Siete años y cinco meses después de la Caída de Ilión:
Me llamo Thomas Hockenberry, catedrático, Hockenbush para mis amigos. No tengo amigos vivos que me llamen así. O más bien, los amigos que una vez pudieron llamarme así (Hockenbush, un apodo de mis días de estudiante en el Wabash College) hace tiempo que se han convertido en polvo en este mundo donde tantas cosas se han convertido en polvo.
Viví cincuenta y tantos años en esa primera y buena Tierra, y me han concedido algo más de doce ricos años en esta segunda vida: en Ilión, en el Olimpo, en un lugar llamado Marte aunque no supe que era Marte hasta mis últimos días allí, y ahora otra vez aquí. En casa. En la dulce Tierra de nuevo.
Tengo mucho que contar. Lo malo es que he perdido todas las grabaciones que hice durante los últimos doce años como escólico y como erudito: las piedras de voz que entregué a mi Musa con las observaciones diarias de la guerra de Troya, mis propias notas, incluso el grabador moravec que usé para describir los últimos días de Zeus y el Olimpo. Lo he perdido todo.
No importa. Lo recuerdo todo. Cada rostro. Cada hombre y mujer. Cada nombre.
Los entendidos dicen que una de las cosas maravillosas de la Ilíada de Homero es que ningún hombre muere en ella sin ser nombrado en la narración. Todos cayeron pesadamente, esos héroes, esos héroes brutales, y cuando cayeron lo hicieron, como dijo otro estudioso (estoy parafraseando), pesadamente, con el estrépito de todas sus armas y sus armaduras y sus posesiones y su ganado y sus esposas y sus esclavos que cayeron con ellos. Y sus nombres. Ningún hombre murió sin nombre o sin peso en la Ilíada de Homero.
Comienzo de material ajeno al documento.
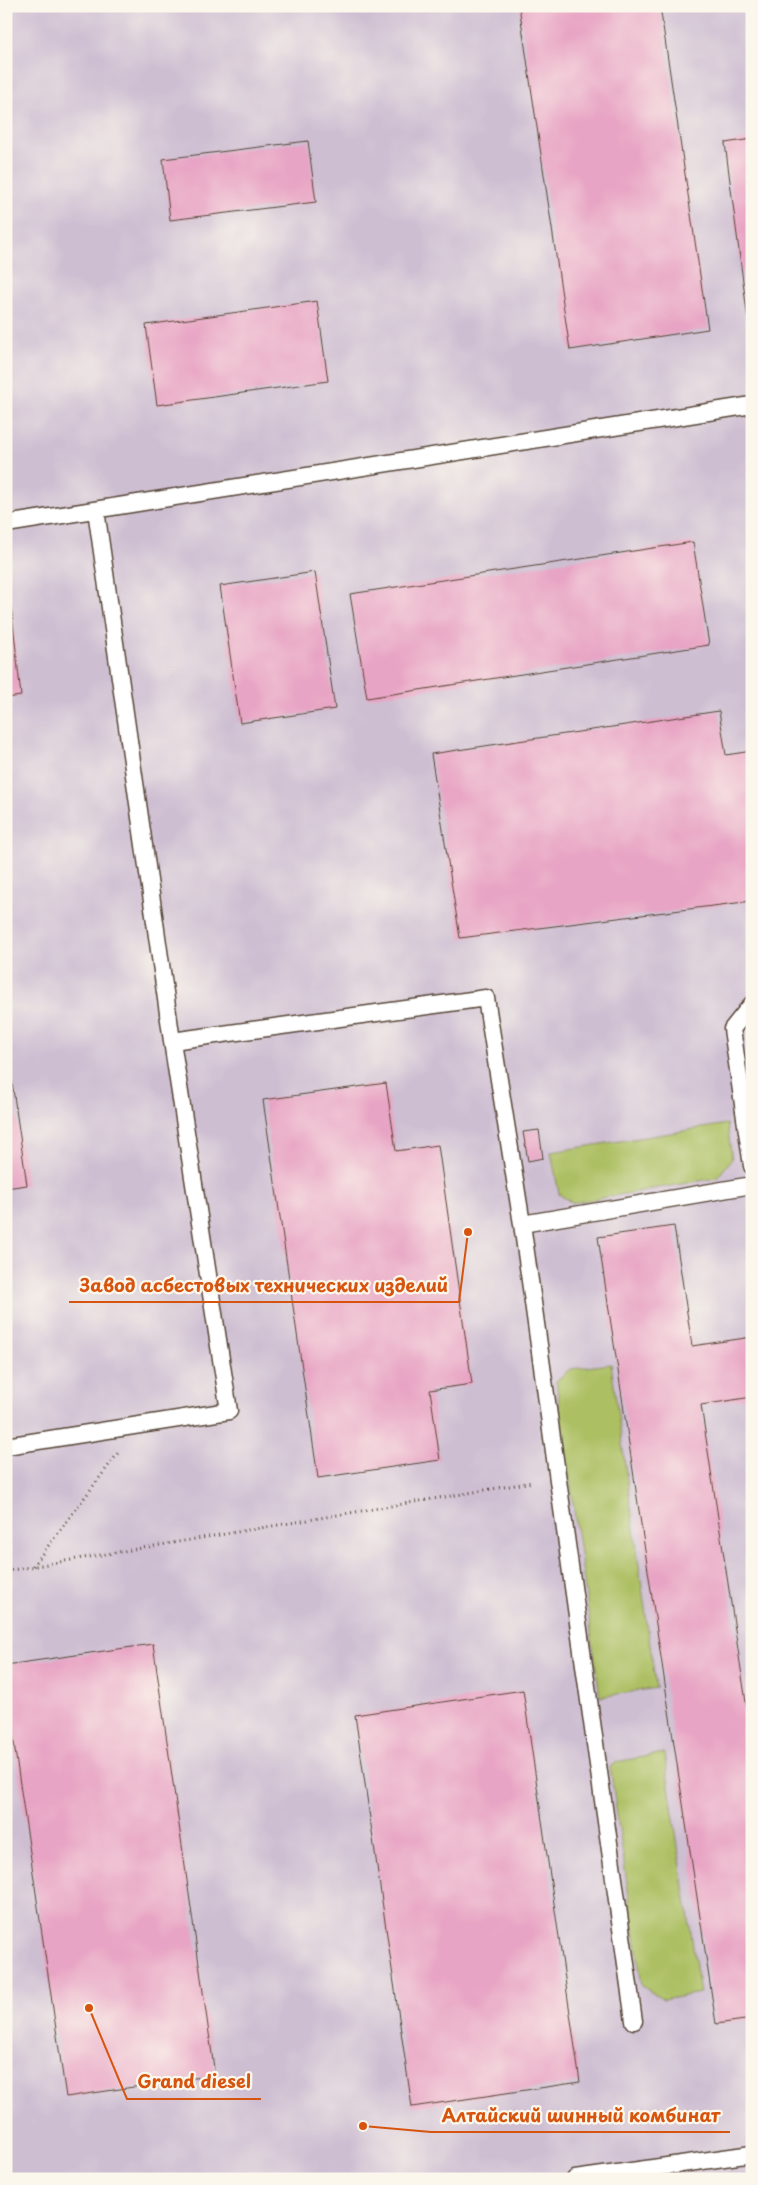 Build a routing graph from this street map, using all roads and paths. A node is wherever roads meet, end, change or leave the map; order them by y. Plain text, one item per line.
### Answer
1 (752, 405) edge
2 (96, 510) junction
3 (6, 524) edge
4 (752, 1004) edge
5 (172, 1041) junction
6 (752, 1166) edge
7 (752, 1185) edge
8 (522, 1224) junction
9 (140, 1425) junction
10 (6, 1446) edge
11 (557, 1478) junction
12 (32, 1566) junction
13 (6, 1571) edge
14 (634, 2022) dead end
15 (752, 2154) edge
16 (575, 2179) edge

1 - 2 lane
2 - 3 lane
2 - 5 lane
4 - 6 lane
5 - 8 lane
5 - 9 lane
7 - 8 lane
8 - 11 lane
9 - 10 lane
9 - 12 path
11 - 12 path
11 - 14 lane
12 - 13 path
15 - 16 lane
Si intentara contar mi historia, intentaría hacer lo mismo.
Pero ¿por dónde empezar?
Si he de ser el corifeo de esta historia (voluntario o no), entonces puedo empezar por donde quiera. Decido empezar aquí, contando dónde vivo.
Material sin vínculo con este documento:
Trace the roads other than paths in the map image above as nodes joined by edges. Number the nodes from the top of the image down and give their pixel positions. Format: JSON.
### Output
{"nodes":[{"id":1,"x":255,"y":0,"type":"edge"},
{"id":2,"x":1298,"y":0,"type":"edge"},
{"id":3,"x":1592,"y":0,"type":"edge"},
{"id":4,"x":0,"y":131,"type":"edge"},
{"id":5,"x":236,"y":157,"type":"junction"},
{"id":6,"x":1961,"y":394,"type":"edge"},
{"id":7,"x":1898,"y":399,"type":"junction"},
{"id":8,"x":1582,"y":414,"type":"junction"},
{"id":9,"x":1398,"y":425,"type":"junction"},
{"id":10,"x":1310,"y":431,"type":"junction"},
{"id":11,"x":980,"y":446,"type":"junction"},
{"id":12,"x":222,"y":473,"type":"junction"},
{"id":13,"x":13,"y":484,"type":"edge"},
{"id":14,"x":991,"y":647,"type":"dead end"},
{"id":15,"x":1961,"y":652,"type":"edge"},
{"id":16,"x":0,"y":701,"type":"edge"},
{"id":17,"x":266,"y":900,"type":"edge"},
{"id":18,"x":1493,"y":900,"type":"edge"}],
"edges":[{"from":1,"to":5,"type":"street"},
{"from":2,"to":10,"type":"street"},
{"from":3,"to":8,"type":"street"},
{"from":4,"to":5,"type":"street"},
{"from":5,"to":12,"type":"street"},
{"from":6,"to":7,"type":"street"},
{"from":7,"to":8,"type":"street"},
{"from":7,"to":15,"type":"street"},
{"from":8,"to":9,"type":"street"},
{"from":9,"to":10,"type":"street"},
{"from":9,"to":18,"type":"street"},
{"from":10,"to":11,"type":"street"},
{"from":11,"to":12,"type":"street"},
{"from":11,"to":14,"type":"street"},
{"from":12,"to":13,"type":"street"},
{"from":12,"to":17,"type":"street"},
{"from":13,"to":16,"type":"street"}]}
Disfruté de los meses con Helena en Nueva Ilión mientras se reconstruía la ciudad. Los griegos colaboraron en la reconstrucción después del acuerdo con Héctor de que los troyanos a cambio, los ayudarían a construir sus largas naves, cuando las murallas de la ciudad estuvieran levantadas de nuevo. Cuando la ciudad volviera a vivir.
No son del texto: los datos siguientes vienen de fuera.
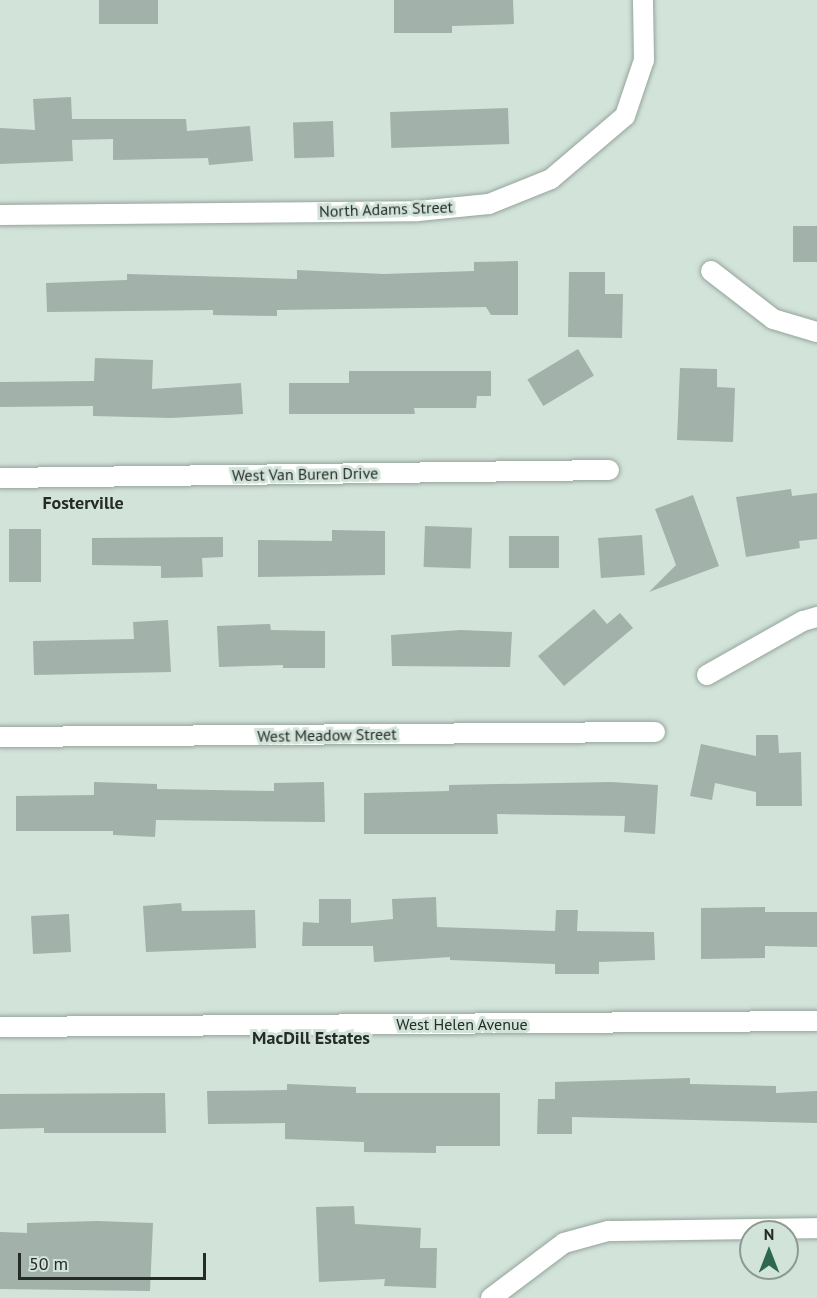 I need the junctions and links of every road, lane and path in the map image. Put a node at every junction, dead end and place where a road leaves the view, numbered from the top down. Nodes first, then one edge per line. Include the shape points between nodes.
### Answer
1 (643, 0) edge
2 (0, 215) edge
3 (711, 271) dead end
4 (817, 332) edge
5 (609, 470) dead end
6 (0, 478) edge
7 (817, 617) edge
8 (707, 675) dead end
9 (655, 732) dead end
10 (0, 738) edge
11 (817, 1021) edge
12 (0, 1028) edge
13 (817, 1228) edge
14 (491, 1298) edge

1 - 2 street, North Adams Street via 644,60 625,116 551,179 489,204 418,211
3 - 4 street via 773,319
5 - 6 street, West Van Buren Drive
7 - 8 street
9 - 10 street, West Meadow Street
11 - 12 street, West Helen Avenue
13 - 14 street via 608,1231 564,1243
Nunca murió. Verán, Ilión (Troya) era su gente: Héctor, Helena, Andrómaca, Príamo, Casandra, Deífobo, Paris... demonios incluso esa bruja de Hipsipila. Algunas de esas personas murieron, otras sobrevivieron. La ciudad vivió mientras ellos lo hicieron. Virgilio lo comprendió.
Así que no puedo ser Homero para ustedes y no puedo ser Virgilio contando el relato desde el momento de la caída de Troya... no ha pasado suficiente tiempo para que esa parte sea una gran historia, aunque he oído decir que podría estar cambiando. Estaré observando y escuchando mientras viva.
Pero ahora vivo aquí. En Ciudad Ardis.
No Ardis. Una gran casa ha vuelto a construirse en el amplio prado, colina arriba, a dos kilómetros del viejo faxpabellón, una casa grande muy cerca de donde antaño se alzara Ardis Hall, y Ada vive allí aún con su familia, pero este lugar es Ciudad Ardis, ya no es Ardis.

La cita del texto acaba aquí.